According to a recent study conducted at the UA, these naps may be important to the learning abilities of preschool-age children. Preschoolers, defined in this study as being 3 years old, were focused on because, from about 3 years of age on, children tend to nap less during the day.
“We were specifically interested in this age range because this is when the specific transition between napping more and napping less tends to happen for children,” said Michelle Sandoval, a recent UA psychology Ph.D. graduate.
The study, conducted through UA’s on-campus Child Cognition Lab by Sandoval and Rebecca Gómez, the lab’s principal investigator and psychology associate professor, states that children who napped within an hour of learning new verbs were able to retain them better over a 24-hour period after they had napped and had gotten their regular amount of night-time sleep.

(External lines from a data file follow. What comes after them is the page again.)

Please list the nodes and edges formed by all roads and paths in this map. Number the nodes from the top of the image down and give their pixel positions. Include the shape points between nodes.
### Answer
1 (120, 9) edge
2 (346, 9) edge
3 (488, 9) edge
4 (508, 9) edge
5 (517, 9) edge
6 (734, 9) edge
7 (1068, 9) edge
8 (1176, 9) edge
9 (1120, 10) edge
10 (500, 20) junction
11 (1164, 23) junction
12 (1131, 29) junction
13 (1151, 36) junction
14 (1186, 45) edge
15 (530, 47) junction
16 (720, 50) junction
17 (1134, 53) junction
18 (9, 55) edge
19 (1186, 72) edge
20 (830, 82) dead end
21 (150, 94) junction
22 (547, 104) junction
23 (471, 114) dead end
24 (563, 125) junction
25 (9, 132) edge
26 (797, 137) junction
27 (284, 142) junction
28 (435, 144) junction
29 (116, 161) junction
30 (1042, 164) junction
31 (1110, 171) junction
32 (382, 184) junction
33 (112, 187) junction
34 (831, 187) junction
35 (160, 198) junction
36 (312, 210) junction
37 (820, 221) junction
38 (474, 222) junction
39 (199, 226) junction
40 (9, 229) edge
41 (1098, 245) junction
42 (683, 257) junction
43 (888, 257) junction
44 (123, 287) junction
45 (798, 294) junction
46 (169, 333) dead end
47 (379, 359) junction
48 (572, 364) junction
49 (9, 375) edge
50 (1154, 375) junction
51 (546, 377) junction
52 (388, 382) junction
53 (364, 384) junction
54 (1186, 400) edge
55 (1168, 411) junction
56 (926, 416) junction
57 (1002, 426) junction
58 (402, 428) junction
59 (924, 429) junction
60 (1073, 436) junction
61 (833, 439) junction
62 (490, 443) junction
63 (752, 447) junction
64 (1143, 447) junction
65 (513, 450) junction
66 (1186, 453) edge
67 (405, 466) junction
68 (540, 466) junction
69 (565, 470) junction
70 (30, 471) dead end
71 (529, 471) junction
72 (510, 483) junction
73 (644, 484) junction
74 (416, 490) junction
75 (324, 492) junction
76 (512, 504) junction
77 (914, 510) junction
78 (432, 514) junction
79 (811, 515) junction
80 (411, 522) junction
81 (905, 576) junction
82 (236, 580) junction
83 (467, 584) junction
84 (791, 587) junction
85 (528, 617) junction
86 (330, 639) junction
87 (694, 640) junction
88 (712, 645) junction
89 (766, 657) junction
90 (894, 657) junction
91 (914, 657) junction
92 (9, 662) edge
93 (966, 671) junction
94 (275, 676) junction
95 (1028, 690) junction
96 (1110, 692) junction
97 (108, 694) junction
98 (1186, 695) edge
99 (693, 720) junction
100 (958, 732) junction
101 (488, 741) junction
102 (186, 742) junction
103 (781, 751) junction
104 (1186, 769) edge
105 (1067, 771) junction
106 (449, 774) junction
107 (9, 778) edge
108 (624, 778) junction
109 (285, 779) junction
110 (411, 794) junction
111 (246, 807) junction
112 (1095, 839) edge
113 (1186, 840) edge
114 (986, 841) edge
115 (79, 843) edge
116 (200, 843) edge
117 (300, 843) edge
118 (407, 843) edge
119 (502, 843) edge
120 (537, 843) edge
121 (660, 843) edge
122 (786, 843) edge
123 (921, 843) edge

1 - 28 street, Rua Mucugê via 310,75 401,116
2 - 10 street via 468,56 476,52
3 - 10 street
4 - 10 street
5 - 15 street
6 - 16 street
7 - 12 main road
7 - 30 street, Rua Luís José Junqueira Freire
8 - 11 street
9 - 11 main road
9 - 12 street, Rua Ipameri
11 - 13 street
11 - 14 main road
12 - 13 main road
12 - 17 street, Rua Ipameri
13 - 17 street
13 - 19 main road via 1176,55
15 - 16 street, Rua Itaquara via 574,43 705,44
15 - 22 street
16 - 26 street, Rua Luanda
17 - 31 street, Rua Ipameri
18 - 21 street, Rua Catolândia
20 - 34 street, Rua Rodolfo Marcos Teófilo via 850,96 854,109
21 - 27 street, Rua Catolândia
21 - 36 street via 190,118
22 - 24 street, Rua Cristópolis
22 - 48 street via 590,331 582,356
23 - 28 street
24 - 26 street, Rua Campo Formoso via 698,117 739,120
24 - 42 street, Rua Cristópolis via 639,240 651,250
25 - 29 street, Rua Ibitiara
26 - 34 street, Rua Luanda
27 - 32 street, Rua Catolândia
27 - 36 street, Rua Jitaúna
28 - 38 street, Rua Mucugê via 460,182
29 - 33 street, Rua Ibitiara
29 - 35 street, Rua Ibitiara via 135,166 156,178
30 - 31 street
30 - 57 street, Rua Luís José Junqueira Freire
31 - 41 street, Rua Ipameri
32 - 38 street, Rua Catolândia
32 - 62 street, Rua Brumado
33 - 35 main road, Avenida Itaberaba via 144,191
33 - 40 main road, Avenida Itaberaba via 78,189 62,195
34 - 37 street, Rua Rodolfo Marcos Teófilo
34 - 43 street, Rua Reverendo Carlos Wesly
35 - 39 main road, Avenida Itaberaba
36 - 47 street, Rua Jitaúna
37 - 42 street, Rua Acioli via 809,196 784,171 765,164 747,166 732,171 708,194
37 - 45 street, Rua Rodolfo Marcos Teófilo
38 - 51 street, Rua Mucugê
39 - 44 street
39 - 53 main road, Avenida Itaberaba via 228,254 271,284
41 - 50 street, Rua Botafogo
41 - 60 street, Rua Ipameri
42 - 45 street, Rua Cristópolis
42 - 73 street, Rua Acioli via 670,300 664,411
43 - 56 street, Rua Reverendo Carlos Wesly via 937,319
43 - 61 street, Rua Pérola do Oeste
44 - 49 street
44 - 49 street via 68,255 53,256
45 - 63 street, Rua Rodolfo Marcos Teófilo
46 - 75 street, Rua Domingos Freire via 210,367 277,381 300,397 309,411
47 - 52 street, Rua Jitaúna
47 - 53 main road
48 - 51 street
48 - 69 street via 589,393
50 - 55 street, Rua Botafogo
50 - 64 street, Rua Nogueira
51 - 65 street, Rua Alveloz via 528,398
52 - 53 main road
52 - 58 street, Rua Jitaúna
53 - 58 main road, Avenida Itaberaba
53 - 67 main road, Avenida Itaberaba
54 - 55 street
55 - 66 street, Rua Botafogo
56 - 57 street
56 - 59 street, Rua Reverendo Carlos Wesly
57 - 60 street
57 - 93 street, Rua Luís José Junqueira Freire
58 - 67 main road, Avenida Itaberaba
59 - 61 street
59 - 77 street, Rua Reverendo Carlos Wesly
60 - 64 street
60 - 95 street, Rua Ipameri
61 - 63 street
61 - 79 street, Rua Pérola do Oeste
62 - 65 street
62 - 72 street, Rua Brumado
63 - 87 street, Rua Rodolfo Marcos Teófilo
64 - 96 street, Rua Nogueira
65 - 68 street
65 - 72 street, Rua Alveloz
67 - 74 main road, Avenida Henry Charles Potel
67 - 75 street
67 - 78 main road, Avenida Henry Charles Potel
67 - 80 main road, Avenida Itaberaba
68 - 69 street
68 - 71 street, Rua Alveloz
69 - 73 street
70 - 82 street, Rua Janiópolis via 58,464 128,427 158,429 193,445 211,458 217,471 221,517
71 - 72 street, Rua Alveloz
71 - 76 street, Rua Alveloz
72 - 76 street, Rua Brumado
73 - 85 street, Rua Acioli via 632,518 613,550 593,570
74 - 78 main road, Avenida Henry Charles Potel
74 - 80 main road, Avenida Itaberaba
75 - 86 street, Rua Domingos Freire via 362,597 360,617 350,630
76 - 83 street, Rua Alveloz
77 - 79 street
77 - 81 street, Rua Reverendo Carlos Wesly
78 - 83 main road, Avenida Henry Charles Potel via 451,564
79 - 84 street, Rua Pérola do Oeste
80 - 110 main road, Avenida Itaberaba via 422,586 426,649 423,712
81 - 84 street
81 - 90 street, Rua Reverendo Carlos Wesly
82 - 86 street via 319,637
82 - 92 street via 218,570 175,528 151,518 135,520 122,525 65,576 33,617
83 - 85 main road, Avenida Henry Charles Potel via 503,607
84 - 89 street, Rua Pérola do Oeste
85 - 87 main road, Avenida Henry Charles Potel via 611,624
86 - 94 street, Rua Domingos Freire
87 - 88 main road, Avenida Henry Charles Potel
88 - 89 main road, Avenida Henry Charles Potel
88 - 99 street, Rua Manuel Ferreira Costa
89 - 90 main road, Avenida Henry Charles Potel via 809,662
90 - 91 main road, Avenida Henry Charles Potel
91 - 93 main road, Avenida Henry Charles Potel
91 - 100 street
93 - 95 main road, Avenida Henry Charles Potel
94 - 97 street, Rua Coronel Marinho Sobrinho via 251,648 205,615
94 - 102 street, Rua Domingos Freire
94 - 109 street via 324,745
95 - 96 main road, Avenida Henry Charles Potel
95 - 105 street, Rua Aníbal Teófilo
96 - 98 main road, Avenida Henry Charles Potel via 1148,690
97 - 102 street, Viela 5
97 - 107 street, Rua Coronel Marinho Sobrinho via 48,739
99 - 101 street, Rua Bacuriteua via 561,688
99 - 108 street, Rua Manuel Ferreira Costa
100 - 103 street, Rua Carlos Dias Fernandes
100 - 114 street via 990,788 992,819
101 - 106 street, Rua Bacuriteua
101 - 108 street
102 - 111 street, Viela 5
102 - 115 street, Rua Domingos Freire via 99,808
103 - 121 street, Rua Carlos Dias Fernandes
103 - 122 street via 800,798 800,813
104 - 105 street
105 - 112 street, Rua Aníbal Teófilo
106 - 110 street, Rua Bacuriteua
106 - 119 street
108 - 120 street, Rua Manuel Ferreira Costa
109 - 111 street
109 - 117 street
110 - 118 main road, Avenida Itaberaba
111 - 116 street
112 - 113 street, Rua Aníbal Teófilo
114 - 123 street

The research centered on two experiments in which 39 developing 3-year-old children were grouped into two categories—habitual nappers and non-habitual nappers—based on the number of days per week they normally napped at home.
RELATED: Psychologists learn strategies of teen learning and exploration
There were two parts to the experiment. First, researchers taught the children two new made-up verbs while showing them a video in which the verb corresponded to a full-body movement performed by an actor. Parents were then instructed to either have their children nap within an hour or keep the child awake for at least five hours. “We decided to go to the child’s home just because it made it easier on the parents,” Gomez said, adding “it also made it easier for children to nap afterwards.” The second part involved parents bringing their children to the Child Cognition Lab on campus where they were asked to recall the correct verb using a video of the same body movement with a different actor.
“We chose to use made-up verbs because there was the possibility that certain children would have already been exposed to certain words, and we wanted to make sure we had an even control for both of the experiments,” Sandoval said.
Children who napped within an hour of learning the verbs had better memory recall 24 hours later when they were shown a different video of the same verb movement, regardless of whether they were classified as habitual or non-habitual nappers.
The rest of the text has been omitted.